What the task asks: Repeat the data below exactly, with every entry included.

** Opening Data records block **

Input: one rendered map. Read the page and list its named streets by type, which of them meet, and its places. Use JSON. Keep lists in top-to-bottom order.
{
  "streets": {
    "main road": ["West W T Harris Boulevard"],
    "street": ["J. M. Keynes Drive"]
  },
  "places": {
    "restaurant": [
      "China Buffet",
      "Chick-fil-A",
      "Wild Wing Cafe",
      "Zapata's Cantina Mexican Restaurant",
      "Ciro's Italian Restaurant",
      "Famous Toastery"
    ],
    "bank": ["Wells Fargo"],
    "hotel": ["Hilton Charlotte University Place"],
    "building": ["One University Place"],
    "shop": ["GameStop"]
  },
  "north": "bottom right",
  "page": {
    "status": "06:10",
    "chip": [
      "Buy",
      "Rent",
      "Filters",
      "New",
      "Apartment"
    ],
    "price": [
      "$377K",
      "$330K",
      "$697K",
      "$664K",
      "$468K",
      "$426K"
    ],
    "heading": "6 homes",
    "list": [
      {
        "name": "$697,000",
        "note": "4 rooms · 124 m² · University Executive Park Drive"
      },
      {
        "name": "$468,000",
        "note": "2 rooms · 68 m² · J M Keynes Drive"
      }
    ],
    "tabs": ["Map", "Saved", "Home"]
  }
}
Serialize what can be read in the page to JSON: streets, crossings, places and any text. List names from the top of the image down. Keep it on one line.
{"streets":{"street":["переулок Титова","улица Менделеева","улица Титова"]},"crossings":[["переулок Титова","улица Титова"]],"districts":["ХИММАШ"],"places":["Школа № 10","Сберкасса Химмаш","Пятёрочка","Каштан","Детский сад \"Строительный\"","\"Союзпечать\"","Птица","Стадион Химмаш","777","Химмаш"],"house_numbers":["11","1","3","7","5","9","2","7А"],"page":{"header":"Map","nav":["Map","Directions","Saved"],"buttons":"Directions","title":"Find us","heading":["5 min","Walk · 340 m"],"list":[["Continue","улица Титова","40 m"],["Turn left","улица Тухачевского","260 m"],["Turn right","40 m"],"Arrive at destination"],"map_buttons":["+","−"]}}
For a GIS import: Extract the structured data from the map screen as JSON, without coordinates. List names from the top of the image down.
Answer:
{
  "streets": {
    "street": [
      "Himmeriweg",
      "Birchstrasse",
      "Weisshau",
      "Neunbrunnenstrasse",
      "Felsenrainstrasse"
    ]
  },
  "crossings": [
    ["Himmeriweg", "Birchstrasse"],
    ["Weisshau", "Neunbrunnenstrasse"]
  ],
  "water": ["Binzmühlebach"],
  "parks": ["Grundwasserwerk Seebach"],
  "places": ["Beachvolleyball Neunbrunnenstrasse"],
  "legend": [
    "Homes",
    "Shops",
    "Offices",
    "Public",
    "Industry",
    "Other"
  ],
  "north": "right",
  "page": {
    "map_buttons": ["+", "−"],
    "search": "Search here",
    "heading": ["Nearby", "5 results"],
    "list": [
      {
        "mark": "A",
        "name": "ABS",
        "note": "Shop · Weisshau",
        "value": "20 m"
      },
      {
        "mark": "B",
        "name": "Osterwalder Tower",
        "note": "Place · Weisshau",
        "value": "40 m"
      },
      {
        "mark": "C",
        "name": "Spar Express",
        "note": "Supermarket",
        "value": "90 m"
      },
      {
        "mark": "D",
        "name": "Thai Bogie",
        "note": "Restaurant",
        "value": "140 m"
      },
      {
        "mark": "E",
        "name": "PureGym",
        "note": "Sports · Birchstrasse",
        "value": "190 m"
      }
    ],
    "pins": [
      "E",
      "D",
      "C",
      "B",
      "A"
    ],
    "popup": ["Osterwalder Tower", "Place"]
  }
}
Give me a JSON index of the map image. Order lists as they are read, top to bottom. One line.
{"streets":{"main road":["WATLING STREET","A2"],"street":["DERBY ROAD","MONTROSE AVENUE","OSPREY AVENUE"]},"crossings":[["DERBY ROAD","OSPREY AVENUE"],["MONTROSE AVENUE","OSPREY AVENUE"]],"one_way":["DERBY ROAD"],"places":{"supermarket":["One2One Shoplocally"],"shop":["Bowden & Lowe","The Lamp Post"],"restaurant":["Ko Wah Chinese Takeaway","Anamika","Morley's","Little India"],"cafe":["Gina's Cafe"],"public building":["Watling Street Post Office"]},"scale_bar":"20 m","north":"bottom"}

** Closing Data records block **

Solution to this problem:
Input: one rendered map. Read the page and list its named streets by type, which of them meet, and its places. Use JSON. Keep lists in top-to-bottom order.
{
  "streets": {
    "main road": ["West W T Harris Boulevard"],
    "street": ["J. M. Keynes Drive"]
  },
  "places": {
    "restaurant": [
      "China Buffet",
      "Chick-fil-A",
      "Wild Wing Cafe",
      "Zapata's Cantina Mexican Restaurant",
      "Ciro's Italian Restaurant",
      "Famous Toastery"
    ],
    "bank": ["Wells Fargo"],
    "hotel": ["Hilton Charlotte University Place"],
    "building": ["One University Place"],
    "shop": ["GameStop"]
  },
  "north": "bottom right",
  "page": {
    "status": "06:10",
    "chip": [
      "Buy",
      "Rent",
      "Filters",
      "New",
      "Apartment"
    ],
    "price": [
      "$377K",
      "$330K",
      "$697K",
      "$664K",
      "$468K",
      "$426K"
    ],
    "heading": "6 homes",
    "list": [
      {
        "name": "$697,000",
        "note": "4 rooms · 124 m² · University Executive Park Drive"
      },
      {
        "name": "$468,000",
        "note": "2 rooms · 68 m² · J M Keynes Drive"
      }
    ],
    "tabs": ["Map", "Saved", "Home"]
  }
}
Serialize what can be read in the page to JSON: streets, crossings, places and any text. List names from the top of the image down. Keep it on one line.
{"streets":{"street":["переулок Титова","улица Менделеева","улица Титова"]},"crossings":[["переулок Титова","улица Титова"]],"districts":["ХИММАШ"],"places":["Школа № 10","Сберкасса Химмаш","Пятёрочка","Каштан","Детский сад \"Строительный\"","\"Союзпечать\"","Птица","Стадион Химмаш","777","Химмаш"],"house_numbers":["11","1","3","7","5","9","2","7А"],"page":{"header":"Map","nav":["Map","Directions","Saved"],"buttons":"Directions","title":"Find us","heading":["5 min","Walk · 340 m"],"list":[["Continue","улица Титова","40 m"],["Turn left","улица Тухачевского","260 m"],["Turn right","40 m"],"Arrive at destination"],"map_buttons":["+","−"]}}
For a GIS import: Extract the structured data from the map screen as JSON, without coordinates. List names from the top of the image down.
Answer:
{
  "streets": {
    "street": [
      "Himmeriweg",
      "Birchstrasse",
      "Weisshau",
      "Neunbrunnenstrasse",
      "Felsenrainstrasse"
    ]
  },
  "crossings": [
    ["Himmeriweg", "Birchstrasse"],
    ["Weisshau", "Neunbrunnenstrasse"]
  ],
  "water": ["Binzmühlebach"],
  "parks": ["Grundwasserwerk Seebach"],
  "places": ["Beachvolleyball Neunbrunnenstrasse"],
  "legend": [
    "Homes",
    "Shops",
    "Offices",
    "Public",
    "Industry",
    "Other"
  ],
  "north": "right",
  "page": {
    "map_buttons": ["+", "−"],
    "search": "Search here",
    "heading": ["Nearby", "5 results"],
    "list": [
      {
        "mark": "A",
        "name": "ABS",
        "note": "Shop · Weisshau",
        "value": "20 m"
      },
      {
        "mark": "B",
        "name": "Osterwalder Tower",
        "note": "Place · Weisshau",
        "value": "40 m"
      },
      {
        "mark": "C",
        "name": "Spar Express",
        "note": "Supermarket",
        "value": "90 m"
      },
      {
        "mark": "D",
        "name": "Thai Bogie",
        "note": "Restaurant",
        "value": "140 m"
      },
      {
        "mark": "E",
        "name": "PureGym",
        "note": "Sports · Birchstrasse",
        "value": "190 m"
      }
    ],
    "pins": [
      "E",
      "D",
      "C",
      "B",
      "A"
    ],
    "popup": ["Osterwalder Tower", "Place"]
  }
}
Give me a JSON index of the map image. Order lists as they are read, top to bottom. One line.
{"streets":{"main road":["WATLING STREET","A2"],"street":["DERBY ROAD","MONTROSE AVENUE","OSPREY AVENUE"]},"crossings":[["DERBY ROAD","OSPREY AVENUE"],["MONTROSE AVENUE","OSPREY AVENUE"]],"one_way":["DERBY ROAD"],"places":{"supermarket":["One2One Shoplocally"],"shop":["Bowden & Lowe","The Lamp Post"],"restaurant":["Ko Wah Chinese Takeaway","Anamika","Morley's","Little India"],"cafe":["Gina's Cafe"],"public building":["Watling Street Post Office"]},"scale_bar":"20 m","north":"bottom"}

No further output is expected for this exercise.